The Snowflake attack showcases a sophisticated exploitation of refresh tokens and infostealer malware to breach security defenses, leading to mass data compromise. Cybercriminals utilized tools to manipulate token management practices, resulting in unauthorized access across multiple platforms. The incident highlights vulnerabilities within authentication systems and emphasizes the necessity for robust cybersecurity measures.
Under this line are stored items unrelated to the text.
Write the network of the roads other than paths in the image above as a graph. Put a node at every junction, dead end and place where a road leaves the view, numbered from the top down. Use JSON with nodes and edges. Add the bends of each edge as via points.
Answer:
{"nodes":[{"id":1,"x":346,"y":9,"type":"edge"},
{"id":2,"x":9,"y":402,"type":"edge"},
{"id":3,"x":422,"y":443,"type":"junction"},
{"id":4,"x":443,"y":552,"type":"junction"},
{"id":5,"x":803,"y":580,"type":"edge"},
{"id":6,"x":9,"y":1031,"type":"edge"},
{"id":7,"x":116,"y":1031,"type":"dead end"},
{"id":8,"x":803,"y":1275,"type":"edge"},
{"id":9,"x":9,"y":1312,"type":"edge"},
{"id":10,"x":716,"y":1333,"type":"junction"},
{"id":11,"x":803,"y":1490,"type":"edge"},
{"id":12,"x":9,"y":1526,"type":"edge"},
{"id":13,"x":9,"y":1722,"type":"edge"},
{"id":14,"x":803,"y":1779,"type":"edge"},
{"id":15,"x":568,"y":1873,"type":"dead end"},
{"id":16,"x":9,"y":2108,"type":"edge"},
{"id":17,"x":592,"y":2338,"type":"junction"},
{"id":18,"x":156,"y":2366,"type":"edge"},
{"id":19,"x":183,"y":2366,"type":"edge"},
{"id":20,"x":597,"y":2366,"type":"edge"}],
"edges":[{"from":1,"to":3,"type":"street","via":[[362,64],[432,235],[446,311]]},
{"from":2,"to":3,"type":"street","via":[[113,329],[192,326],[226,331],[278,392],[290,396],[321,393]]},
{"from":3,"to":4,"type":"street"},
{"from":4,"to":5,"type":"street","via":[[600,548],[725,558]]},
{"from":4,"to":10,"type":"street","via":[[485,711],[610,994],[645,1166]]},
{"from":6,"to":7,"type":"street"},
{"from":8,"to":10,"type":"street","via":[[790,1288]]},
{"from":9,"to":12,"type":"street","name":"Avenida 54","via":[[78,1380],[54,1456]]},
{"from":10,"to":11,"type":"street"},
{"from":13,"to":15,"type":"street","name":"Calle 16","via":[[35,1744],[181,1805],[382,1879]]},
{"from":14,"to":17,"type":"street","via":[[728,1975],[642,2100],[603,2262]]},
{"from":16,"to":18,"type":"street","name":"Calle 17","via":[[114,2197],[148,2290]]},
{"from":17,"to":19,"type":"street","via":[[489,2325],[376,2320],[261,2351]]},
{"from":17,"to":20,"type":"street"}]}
Affected: Snowflake, Okta, ServiceNow, multiple organizations
Keypoints :
- Attackers exploited non-expiring refresh tokens from Snowflake.
- The attackers used a tool called ‘lift’ to dump refresh tokens and generate session tokens.
- The breach was initiated through a single compromised credential obtained via infostealer malware.
- Log files indicated that attackers had tracked their operations from the moment of the infection.
- The number of affected customers grew significantly from April to July 2024, with estimates reaching nearly 400 organizations.
- Key factors contributing to the breach included stealer logs, remote code execution, and phishing.
- UNC5537, a covert adversary group, executed the sophisticated attack.
- The vulnerability exploitation process was methodical, demonstrating multi-layered attack tactics.
MITRE Techniques :
- Credential Dumping (T1003): Attackers dumped the refresh tokens from Snowflake to generate session tokens for authentication bypass.
- Remote Code Execution (RCE) (T1203): Exploited vulnerabilities allowed arbitrary code execution on target systems, facilitating further attacks.
- Phishing (T1566): Attackers leveraged phishing techniques to obtain user credentials through deception.
- Initial Access (T1071): Gained initial access via a compromised credential collected by infostealer malware.
- Impact (T1036): Threat actors executed an extortion campaign against affected organizations.